Sebuah panitia kecil yang dibentuk sepekan yang lalu. Fr. Adris, CMF adalah nakoda grup kecil itu. Jumlahnya tidak lebih dari sepuluh orang. Mereka itulah animator utama. Tugas mereka adalah merancang kegiatan plus jadwalnya. Jadwal yang mereka rancang terbilang sudah lengkap. Tidak hanya pembukaan, tetapi semua dinamika untuk mengisi tahun yubileum ini. Dari pada memikirkan tugas mereka yang bikin pusing, yang lebih menarik adalah motto kegiatan yang mereka buat, yaitu zero tolerance. Semua kegiatan akan mulai tepat waktu; sesuai yang tertera di atas jadwal. Memang agak militer sih.
Jadwal itu akhirnya mulai beraksi sore kemarin. Kurang sepuluh menit pukul 16:00 WIB, tiupan peluit panjang mendesah telinga. Serdadu Flame dengan kostum kuning-merah dan Serdadu Spirit dengan kostum biru mulai mengisi lapangan futsal. Para suster RMI Maguo, Yogyakarta tak mau ketinggalan. dalam sekejap orang-otang tadi telah membentuk formasi barisan yang mirip seperti upacara bendera setiap hari Senin di halaman sekolah.
Tata lapangan dan formasi barisan
Sebuah panggung kecil berwarna hijau dan stand mic terletak persis di bagian tegah dan depan barisan itu. Ada juga sebuah wadah dan obor yang berdiri tegak persis di depan menghadap panggung kecil itu. Rupanya tempat itu adalah perapian api unggun. Mereka yang sering menonton pembukan Olimpiade tentu tidak asing dengan benda itu. Bayangkan saja benda itu adalah penyederhanaan api abadi dalam seremoni Olimpiade.[1]
Jarum jam menunjuk pukul 16:00 WIB. Benar saja dugaan tadi; ini mirip upacara bendera. Fr. Yohan yang kali ini menjadi moderator memberi instruksi. Semua barisan disiapkan. Fr. Rian menghentak langkahnya di sudut kiri lapangan, lalu berjalan semi tegak menuju tengah lapangan. Kalau tidak salah, sekilas senyum-tawa melintas di parasnya. Rupanya ia agak lucu dengan perannya sebagai pemimpin seremoni pembuka itu.
Pembina yang bersepeda
Yang tak kalah lucu adalah penampilan Rm.

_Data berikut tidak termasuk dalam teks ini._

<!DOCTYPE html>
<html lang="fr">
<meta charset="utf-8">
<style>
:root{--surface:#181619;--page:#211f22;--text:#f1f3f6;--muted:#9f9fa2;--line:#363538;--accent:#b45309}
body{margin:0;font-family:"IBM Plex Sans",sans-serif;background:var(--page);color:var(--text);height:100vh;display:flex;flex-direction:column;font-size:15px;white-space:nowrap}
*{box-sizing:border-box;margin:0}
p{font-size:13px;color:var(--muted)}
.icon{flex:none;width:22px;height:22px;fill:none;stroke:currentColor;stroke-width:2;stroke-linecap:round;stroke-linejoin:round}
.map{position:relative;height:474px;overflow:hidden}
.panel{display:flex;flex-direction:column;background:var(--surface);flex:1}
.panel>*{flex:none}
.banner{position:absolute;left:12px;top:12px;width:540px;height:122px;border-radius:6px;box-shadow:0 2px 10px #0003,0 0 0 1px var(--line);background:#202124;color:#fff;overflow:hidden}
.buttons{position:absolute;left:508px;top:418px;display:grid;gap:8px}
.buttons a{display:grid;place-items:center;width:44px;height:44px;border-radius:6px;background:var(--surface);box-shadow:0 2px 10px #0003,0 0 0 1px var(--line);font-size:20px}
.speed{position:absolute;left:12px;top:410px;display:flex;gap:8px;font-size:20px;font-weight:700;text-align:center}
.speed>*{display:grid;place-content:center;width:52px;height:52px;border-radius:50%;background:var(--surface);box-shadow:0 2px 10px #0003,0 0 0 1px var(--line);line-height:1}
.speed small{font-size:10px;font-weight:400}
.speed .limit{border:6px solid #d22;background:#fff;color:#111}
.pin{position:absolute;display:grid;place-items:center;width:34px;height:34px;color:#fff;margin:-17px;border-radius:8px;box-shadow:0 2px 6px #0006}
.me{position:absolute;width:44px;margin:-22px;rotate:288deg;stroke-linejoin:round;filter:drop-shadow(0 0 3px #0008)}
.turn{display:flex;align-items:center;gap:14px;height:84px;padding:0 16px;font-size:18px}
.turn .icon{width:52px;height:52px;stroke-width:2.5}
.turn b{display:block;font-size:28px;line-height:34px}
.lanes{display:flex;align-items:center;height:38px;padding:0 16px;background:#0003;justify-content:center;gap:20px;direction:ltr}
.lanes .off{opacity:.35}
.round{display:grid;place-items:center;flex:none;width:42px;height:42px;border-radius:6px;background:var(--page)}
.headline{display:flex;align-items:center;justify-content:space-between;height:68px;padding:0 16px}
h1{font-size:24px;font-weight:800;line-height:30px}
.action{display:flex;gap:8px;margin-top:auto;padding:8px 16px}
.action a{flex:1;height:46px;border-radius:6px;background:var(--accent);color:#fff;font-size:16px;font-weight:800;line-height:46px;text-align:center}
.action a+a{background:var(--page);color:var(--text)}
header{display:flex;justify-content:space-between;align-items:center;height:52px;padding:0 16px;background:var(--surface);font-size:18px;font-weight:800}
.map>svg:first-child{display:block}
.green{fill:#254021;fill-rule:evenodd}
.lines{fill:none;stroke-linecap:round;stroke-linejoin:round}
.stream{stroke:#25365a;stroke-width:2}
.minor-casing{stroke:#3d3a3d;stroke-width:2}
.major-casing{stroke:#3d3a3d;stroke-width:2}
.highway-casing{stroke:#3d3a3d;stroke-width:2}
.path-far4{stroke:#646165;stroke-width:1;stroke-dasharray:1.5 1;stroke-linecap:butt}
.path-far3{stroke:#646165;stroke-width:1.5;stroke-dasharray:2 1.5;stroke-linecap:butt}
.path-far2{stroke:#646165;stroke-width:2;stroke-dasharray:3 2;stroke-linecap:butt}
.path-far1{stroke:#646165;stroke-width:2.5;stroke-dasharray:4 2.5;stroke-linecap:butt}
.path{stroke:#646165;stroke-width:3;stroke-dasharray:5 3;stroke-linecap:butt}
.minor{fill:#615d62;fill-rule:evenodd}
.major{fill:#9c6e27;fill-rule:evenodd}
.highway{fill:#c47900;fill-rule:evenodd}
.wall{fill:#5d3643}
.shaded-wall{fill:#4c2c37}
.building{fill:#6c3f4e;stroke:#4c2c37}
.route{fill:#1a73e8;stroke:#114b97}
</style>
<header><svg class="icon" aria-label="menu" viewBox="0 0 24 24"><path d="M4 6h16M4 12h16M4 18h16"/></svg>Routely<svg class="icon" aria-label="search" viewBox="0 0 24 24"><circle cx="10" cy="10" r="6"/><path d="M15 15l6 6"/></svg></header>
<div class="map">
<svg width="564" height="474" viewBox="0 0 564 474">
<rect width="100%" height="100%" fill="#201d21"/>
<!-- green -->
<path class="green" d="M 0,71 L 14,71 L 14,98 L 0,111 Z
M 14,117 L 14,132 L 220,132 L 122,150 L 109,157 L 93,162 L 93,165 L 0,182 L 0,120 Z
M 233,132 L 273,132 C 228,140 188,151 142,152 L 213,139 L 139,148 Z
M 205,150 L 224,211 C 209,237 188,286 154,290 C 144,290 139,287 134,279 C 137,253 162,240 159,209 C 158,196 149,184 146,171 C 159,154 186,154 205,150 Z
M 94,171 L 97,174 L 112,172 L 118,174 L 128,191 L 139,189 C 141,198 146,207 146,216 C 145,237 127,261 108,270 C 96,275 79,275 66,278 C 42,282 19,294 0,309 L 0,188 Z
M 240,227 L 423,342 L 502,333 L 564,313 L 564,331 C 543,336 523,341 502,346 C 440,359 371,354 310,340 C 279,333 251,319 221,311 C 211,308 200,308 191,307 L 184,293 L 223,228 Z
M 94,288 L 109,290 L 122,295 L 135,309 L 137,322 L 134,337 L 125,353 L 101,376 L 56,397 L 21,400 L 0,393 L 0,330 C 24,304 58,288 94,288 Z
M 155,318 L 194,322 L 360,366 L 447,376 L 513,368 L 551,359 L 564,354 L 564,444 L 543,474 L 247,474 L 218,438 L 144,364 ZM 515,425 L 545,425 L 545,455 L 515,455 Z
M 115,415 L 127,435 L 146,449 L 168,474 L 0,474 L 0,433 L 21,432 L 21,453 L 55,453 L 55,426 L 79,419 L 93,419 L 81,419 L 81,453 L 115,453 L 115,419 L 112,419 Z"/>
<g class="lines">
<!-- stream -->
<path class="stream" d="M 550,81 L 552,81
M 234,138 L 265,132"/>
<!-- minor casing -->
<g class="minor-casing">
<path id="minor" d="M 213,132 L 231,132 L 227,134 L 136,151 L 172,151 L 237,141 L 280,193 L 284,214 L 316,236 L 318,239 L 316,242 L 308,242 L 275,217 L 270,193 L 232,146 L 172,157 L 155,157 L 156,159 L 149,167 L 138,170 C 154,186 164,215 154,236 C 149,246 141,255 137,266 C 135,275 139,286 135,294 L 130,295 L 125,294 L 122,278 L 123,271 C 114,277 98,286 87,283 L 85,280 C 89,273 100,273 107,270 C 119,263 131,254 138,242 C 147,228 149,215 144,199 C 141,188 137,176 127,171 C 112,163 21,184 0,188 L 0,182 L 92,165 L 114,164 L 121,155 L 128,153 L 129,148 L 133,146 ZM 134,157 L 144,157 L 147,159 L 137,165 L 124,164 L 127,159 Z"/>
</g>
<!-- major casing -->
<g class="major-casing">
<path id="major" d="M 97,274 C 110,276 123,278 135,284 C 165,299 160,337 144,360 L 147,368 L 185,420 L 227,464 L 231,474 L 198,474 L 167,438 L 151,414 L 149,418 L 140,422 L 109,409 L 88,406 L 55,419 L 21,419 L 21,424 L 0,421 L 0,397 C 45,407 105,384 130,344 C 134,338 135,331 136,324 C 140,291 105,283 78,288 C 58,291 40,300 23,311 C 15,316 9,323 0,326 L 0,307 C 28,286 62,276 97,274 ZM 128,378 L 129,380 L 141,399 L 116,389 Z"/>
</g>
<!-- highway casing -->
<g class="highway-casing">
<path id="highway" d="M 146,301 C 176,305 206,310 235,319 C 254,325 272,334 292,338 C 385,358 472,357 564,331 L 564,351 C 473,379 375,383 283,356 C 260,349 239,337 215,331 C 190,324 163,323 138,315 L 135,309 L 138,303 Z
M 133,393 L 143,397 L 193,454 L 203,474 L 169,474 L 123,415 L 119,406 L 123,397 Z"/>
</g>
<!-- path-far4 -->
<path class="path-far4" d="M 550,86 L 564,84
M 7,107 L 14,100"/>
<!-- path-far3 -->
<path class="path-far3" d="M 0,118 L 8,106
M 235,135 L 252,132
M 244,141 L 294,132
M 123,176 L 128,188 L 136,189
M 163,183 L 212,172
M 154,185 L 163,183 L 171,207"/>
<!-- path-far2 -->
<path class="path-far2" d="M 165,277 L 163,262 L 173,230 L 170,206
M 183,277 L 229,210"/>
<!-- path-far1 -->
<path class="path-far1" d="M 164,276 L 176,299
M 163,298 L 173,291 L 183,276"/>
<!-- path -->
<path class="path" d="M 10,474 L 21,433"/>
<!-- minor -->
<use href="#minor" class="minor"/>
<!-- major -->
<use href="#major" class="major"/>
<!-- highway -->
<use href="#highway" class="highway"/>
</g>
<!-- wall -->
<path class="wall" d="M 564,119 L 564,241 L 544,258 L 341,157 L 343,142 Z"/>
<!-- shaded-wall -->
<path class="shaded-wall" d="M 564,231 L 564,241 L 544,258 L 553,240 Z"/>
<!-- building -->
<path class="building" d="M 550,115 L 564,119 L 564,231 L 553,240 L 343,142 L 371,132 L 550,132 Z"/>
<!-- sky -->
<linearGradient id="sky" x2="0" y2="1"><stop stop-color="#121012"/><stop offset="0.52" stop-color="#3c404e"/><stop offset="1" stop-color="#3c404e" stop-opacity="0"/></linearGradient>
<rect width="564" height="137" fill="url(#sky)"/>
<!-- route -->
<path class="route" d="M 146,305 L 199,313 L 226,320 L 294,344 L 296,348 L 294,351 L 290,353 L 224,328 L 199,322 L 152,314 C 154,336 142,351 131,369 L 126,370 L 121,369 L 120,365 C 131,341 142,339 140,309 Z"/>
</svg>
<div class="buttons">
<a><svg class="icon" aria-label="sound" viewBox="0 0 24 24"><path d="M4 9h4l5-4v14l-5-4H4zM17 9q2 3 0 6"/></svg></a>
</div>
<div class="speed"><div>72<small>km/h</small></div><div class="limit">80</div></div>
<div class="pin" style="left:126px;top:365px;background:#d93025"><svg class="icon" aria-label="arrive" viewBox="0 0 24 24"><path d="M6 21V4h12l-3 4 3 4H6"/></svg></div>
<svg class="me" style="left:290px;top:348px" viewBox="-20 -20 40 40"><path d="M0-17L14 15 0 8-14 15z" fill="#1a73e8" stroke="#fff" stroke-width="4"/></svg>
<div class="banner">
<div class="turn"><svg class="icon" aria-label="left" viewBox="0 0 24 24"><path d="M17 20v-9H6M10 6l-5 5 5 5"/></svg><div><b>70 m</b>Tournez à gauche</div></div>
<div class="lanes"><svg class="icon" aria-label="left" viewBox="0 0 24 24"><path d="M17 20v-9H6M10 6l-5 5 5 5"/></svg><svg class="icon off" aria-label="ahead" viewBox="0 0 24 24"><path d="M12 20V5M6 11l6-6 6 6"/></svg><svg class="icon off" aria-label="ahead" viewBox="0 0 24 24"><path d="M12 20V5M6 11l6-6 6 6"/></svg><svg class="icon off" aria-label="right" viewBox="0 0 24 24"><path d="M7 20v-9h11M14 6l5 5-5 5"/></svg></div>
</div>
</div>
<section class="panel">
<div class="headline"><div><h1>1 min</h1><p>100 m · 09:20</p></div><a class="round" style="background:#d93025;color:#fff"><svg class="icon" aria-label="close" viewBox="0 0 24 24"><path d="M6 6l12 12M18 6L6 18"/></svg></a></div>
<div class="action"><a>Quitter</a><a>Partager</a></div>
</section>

Y. Ferdinandus Mello, CMF yang mengambil peran sebagai pembina upacara sore itu. Ketika instruksi “…. Pembina upacara memasuki lapangan upacara,” Rm. Ferdy, demikian sapaan beliau, memasuki lapangan dengan mengayuh bersepeda. Semua barisan yang menyaksikan adegan itu terjerumus dalam dilema: antara pilihan tertawa dan serius. Mungkin karena baru kali ini ada seorang pembina memasuki lapangan upacara dengan bersepeda.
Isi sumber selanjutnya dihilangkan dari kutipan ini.